» **Provided material**
Content starts
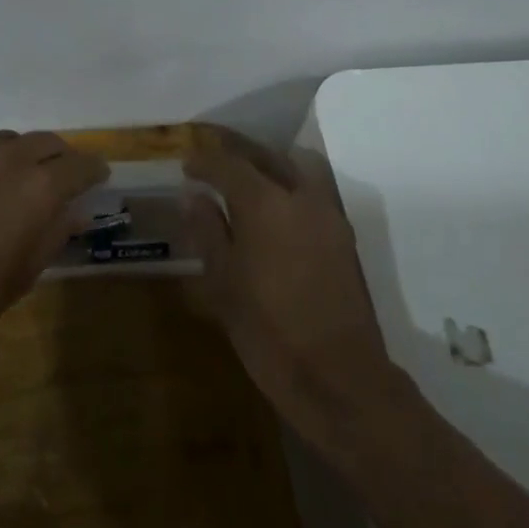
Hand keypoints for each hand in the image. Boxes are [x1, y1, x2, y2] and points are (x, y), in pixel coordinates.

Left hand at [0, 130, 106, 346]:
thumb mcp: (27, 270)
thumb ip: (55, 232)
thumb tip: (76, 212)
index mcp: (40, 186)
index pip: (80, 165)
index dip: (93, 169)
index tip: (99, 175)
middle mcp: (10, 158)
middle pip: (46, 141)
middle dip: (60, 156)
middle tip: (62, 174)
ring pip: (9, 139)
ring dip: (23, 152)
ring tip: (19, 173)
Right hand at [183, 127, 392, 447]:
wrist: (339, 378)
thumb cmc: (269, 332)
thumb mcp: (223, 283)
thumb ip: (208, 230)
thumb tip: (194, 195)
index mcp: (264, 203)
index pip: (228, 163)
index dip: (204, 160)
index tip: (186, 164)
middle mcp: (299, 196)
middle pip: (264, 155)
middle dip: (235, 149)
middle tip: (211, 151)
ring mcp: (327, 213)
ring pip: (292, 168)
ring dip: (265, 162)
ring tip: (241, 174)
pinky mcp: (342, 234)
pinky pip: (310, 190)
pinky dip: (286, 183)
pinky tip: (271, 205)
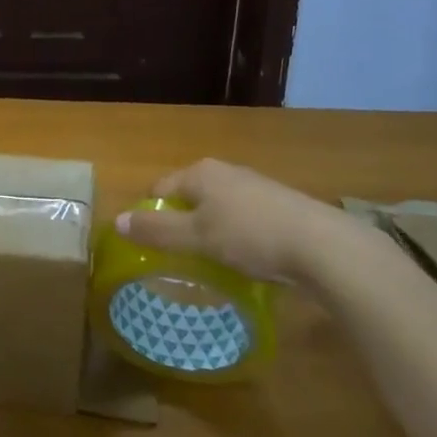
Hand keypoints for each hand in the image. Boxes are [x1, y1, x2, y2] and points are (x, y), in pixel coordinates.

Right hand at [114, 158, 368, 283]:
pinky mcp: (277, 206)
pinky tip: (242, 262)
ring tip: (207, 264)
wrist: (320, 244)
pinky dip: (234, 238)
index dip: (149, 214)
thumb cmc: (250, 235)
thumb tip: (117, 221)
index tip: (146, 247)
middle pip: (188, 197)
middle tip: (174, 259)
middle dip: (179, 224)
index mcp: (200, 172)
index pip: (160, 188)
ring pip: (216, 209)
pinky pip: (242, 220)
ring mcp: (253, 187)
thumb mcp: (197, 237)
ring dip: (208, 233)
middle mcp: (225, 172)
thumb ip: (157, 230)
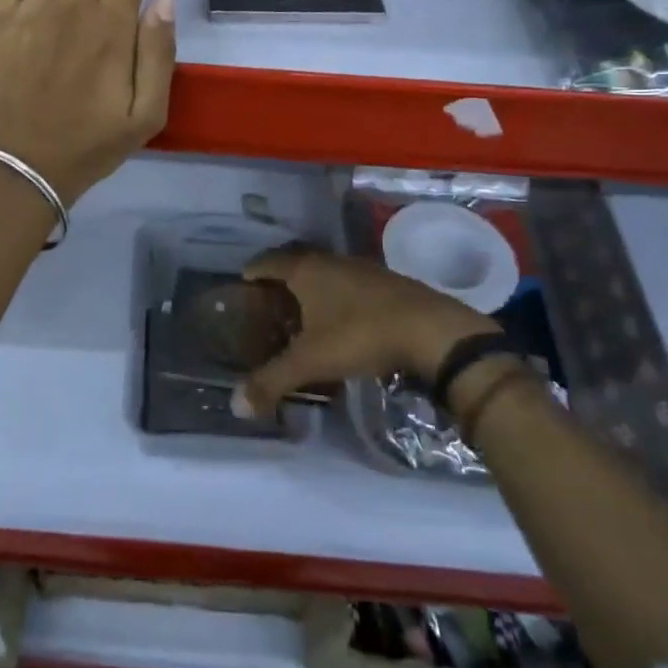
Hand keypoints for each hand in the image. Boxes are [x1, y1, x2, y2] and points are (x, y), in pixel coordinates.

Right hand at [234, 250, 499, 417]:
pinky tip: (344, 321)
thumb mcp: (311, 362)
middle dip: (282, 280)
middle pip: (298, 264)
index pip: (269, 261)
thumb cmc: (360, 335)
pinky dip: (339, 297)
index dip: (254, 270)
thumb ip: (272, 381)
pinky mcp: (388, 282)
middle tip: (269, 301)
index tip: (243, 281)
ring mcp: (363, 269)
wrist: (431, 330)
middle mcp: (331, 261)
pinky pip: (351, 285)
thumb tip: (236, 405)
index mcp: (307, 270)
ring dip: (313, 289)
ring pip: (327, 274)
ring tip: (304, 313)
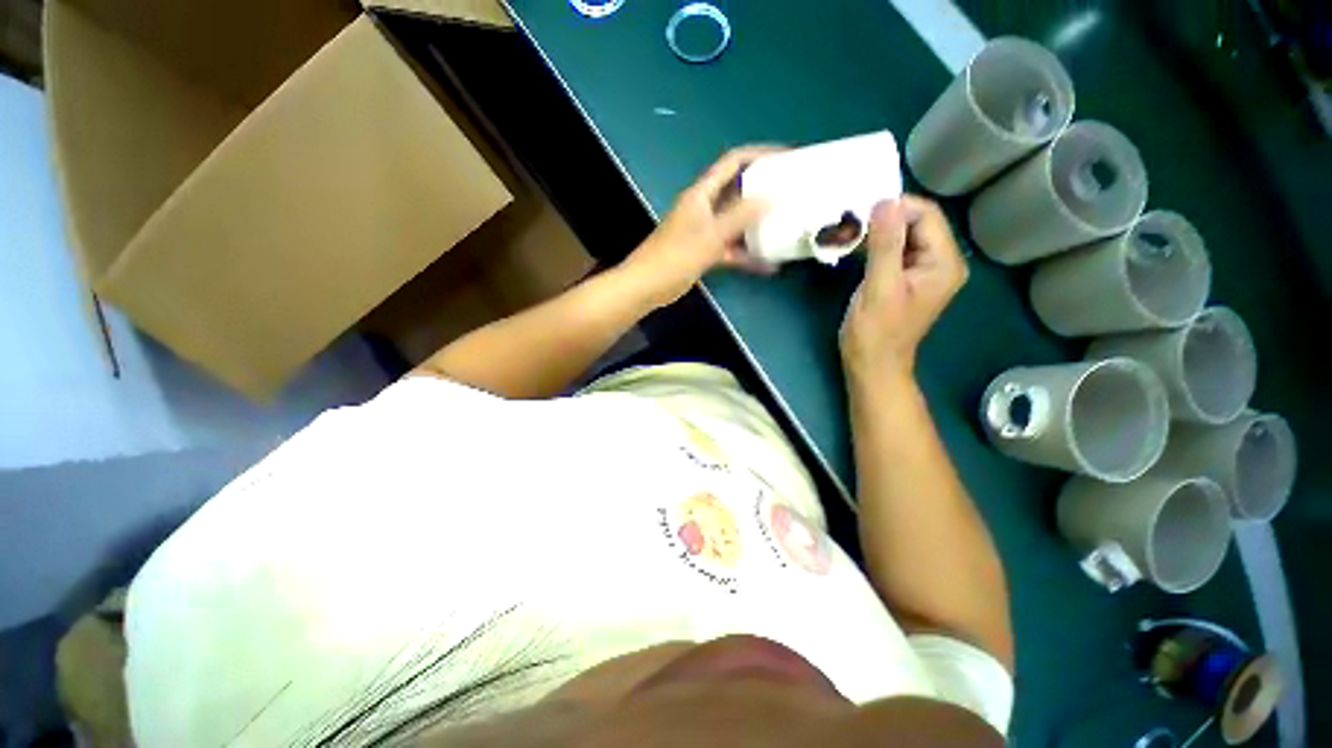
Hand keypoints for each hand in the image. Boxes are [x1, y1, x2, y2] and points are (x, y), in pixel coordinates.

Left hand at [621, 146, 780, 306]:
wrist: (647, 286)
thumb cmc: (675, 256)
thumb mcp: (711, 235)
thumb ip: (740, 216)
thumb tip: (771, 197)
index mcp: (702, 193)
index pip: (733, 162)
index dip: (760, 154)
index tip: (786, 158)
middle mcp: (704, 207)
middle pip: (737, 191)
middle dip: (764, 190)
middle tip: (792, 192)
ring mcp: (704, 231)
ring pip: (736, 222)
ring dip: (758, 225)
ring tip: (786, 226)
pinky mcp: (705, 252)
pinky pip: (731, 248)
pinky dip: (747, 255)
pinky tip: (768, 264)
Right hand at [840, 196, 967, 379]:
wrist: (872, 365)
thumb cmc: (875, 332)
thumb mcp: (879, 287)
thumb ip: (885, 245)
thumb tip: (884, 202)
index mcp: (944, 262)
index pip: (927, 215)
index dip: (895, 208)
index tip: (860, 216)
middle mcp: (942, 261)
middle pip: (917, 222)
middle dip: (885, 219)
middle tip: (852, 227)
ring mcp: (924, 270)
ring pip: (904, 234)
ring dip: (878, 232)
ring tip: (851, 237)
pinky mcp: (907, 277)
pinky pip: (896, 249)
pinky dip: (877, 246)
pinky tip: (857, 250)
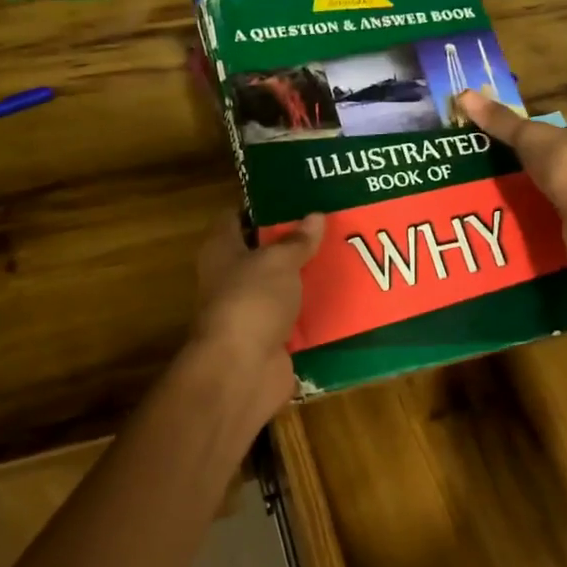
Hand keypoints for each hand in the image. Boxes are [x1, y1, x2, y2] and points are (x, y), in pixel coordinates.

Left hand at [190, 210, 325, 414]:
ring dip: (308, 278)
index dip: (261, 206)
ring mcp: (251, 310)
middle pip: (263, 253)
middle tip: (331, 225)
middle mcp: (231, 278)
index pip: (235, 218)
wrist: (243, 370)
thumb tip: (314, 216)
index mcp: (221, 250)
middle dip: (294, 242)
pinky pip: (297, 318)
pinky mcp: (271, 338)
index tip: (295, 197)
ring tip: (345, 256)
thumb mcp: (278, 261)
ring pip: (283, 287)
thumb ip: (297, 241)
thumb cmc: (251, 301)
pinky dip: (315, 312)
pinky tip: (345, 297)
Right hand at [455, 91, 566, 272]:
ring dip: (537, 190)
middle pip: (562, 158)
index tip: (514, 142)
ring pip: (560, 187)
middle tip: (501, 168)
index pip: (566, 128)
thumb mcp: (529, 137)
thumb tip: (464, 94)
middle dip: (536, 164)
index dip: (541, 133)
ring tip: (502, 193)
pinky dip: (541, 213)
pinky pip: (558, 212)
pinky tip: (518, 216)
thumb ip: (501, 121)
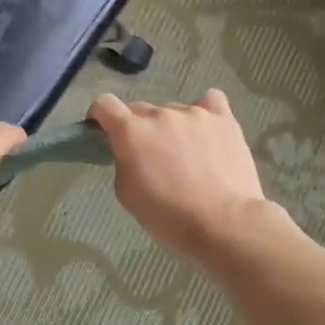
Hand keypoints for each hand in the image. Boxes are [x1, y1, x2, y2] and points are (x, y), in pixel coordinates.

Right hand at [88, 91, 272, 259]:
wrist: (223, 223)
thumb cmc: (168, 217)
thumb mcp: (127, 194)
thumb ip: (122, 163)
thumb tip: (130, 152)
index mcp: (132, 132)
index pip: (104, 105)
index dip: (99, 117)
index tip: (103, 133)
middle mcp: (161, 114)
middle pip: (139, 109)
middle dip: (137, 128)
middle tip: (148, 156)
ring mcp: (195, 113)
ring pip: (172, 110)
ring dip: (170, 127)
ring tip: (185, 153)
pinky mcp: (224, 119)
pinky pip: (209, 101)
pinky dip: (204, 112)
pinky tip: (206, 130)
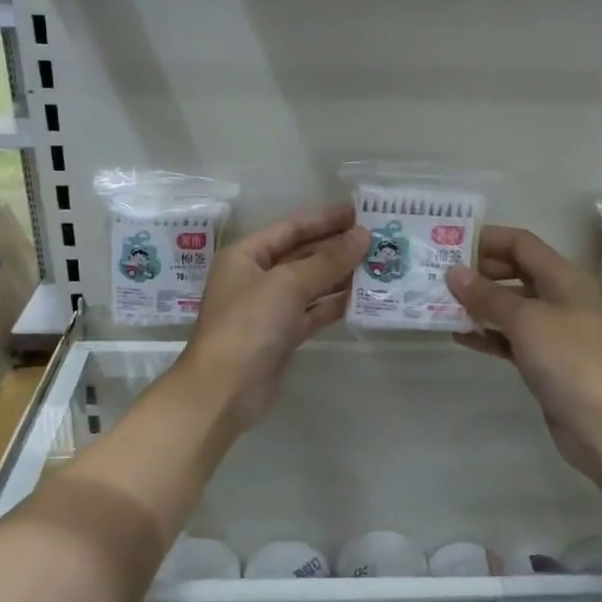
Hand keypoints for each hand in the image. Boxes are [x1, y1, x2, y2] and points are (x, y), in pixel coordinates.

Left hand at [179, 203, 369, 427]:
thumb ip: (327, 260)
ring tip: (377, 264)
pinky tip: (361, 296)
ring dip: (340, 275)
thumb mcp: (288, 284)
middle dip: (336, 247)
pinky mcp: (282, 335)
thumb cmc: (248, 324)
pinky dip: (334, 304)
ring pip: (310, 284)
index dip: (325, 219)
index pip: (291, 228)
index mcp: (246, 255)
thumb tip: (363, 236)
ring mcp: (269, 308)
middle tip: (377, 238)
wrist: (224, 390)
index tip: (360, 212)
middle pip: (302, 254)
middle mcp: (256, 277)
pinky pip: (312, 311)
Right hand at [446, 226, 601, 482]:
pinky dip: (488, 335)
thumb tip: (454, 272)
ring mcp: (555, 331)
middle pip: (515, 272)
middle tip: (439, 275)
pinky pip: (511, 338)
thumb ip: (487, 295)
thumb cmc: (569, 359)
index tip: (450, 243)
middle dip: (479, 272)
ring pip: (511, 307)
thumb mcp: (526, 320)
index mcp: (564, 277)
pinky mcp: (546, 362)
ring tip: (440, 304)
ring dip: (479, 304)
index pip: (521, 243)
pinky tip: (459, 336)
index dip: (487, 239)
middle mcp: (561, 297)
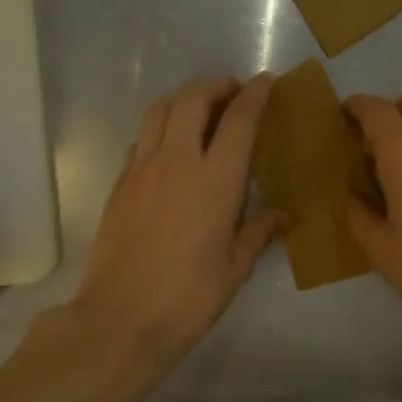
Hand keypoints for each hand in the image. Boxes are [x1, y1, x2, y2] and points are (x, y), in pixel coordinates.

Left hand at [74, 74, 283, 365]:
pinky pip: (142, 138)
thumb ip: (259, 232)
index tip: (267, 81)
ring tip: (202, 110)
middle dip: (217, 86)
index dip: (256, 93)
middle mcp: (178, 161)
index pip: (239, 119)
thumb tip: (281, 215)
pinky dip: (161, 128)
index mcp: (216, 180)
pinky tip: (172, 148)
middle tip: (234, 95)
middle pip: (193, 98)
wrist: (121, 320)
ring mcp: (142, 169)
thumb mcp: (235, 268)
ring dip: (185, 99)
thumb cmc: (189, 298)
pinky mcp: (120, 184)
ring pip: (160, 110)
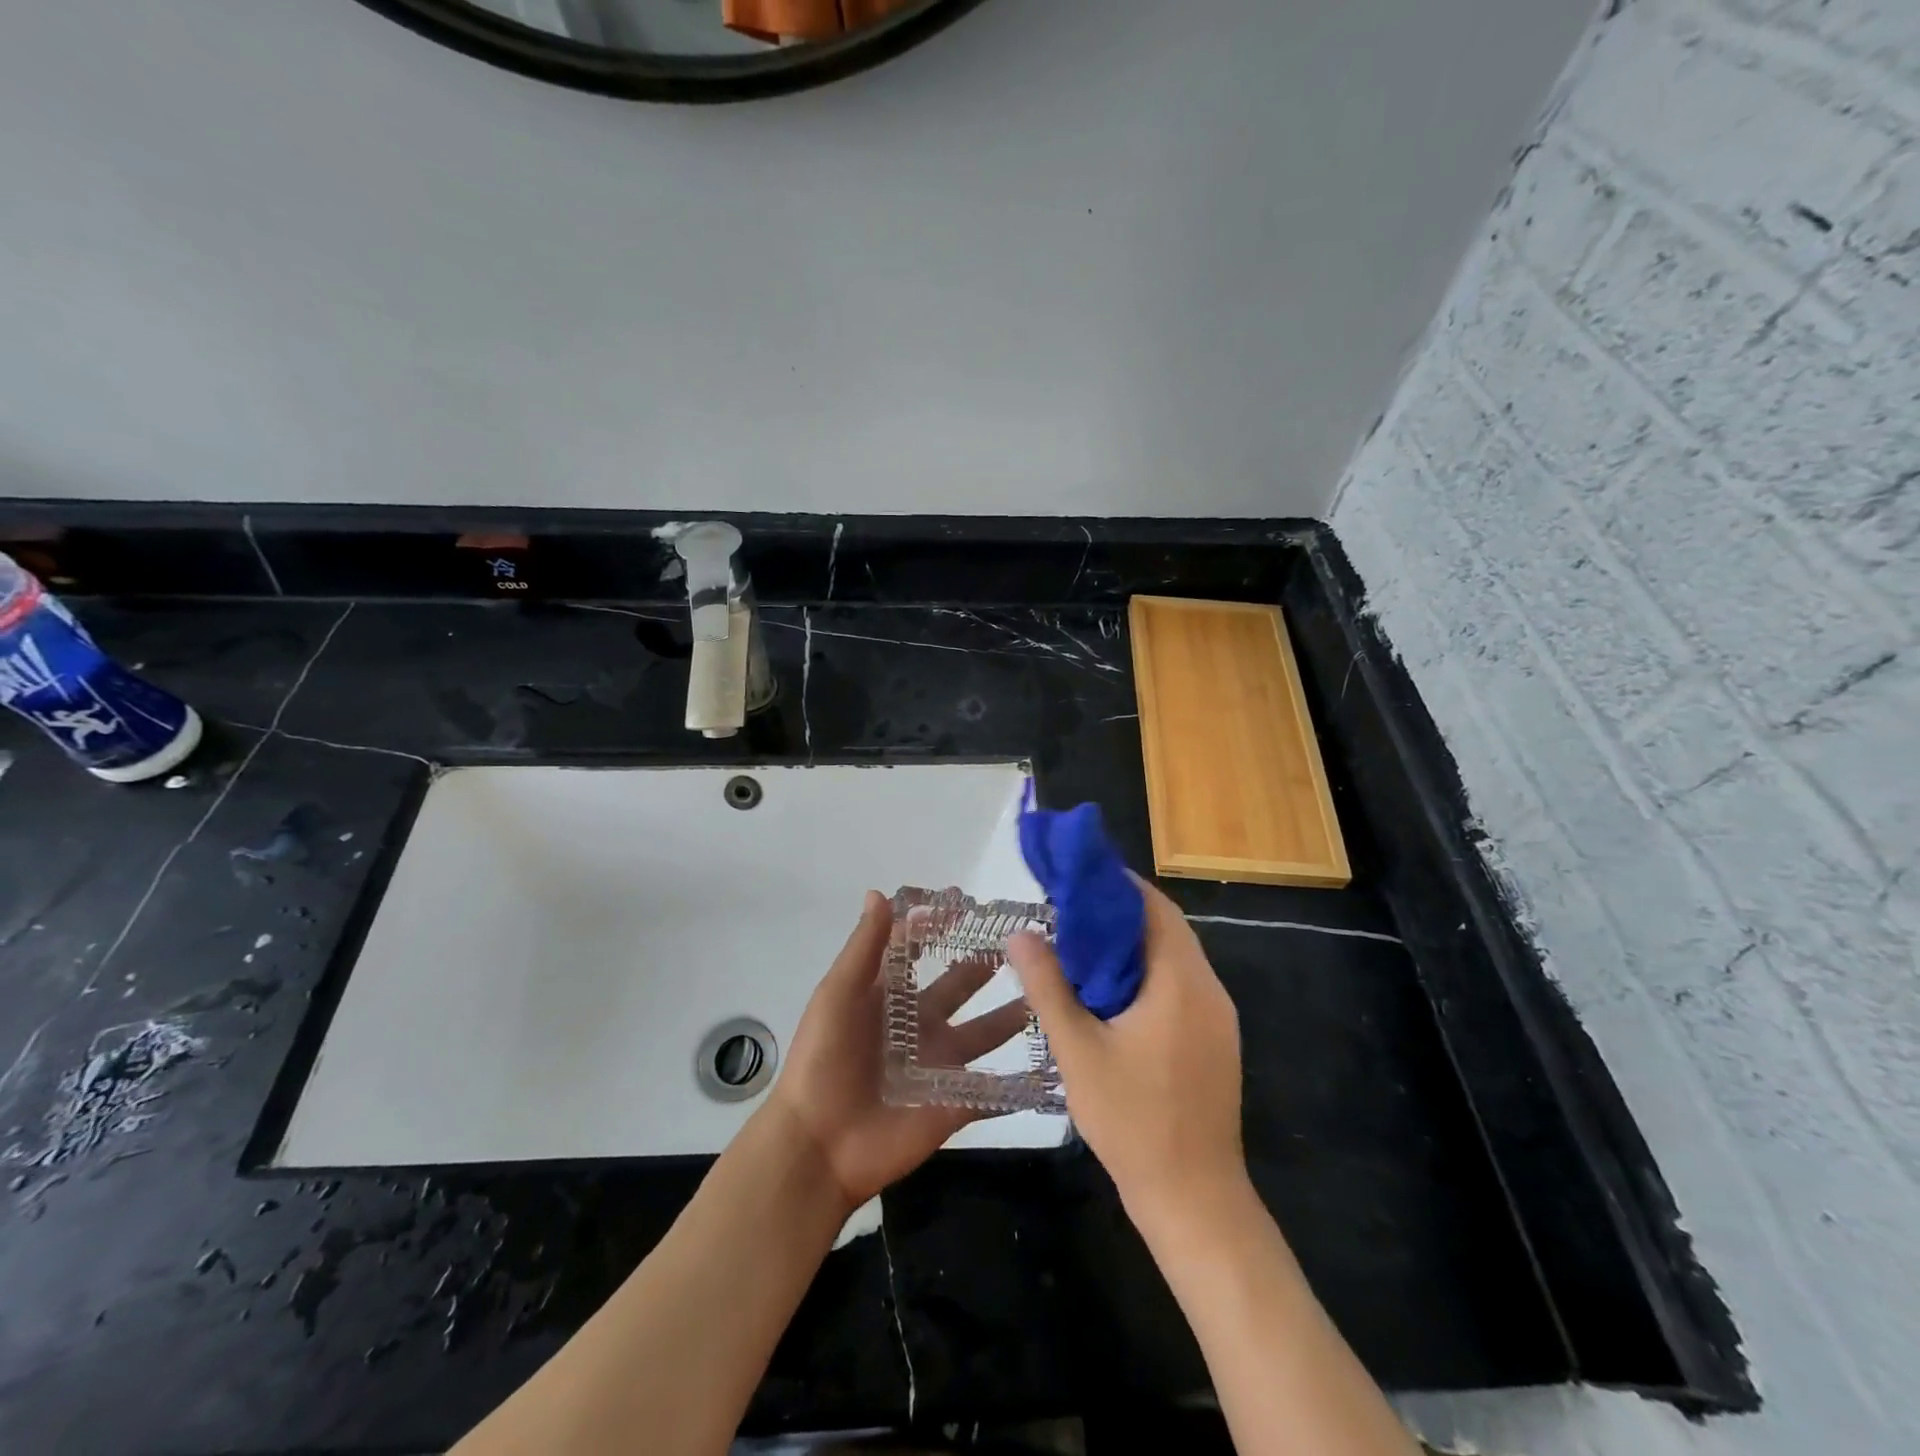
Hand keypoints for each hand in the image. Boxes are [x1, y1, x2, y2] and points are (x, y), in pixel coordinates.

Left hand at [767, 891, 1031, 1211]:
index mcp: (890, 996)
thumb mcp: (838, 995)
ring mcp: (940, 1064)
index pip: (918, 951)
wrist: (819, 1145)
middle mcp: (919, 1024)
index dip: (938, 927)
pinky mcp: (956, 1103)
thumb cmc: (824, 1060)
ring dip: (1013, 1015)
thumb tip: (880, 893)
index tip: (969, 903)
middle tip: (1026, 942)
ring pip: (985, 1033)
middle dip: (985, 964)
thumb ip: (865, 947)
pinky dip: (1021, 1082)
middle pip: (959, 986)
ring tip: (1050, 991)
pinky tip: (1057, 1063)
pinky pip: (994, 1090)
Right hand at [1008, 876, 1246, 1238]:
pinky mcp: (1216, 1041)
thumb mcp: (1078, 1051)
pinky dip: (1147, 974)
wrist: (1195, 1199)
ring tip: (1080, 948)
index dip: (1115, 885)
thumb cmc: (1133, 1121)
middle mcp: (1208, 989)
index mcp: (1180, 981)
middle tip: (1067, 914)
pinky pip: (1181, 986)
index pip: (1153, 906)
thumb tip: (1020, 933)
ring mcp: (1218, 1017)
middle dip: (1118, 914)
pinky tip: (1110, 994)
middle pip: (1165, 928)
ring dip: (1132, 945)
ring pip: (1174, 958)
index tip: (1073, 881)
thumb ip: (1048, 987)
Content ends
» **Aim of the task**
Filter the material for the word "wrist" and copy each matching line.

» **Exercise solution**
wrist: (339, 378)
wrist: (320, 244)
wrist: (431, 330)
wrist: (647, 286)
wrist: (872, 365)
wrist: (243, 370)
wrist: (223, 223)
wrist: (224, 390)
wrist: (121, 320)
wrist: (819, 1145)
wrist: (1195, 1199)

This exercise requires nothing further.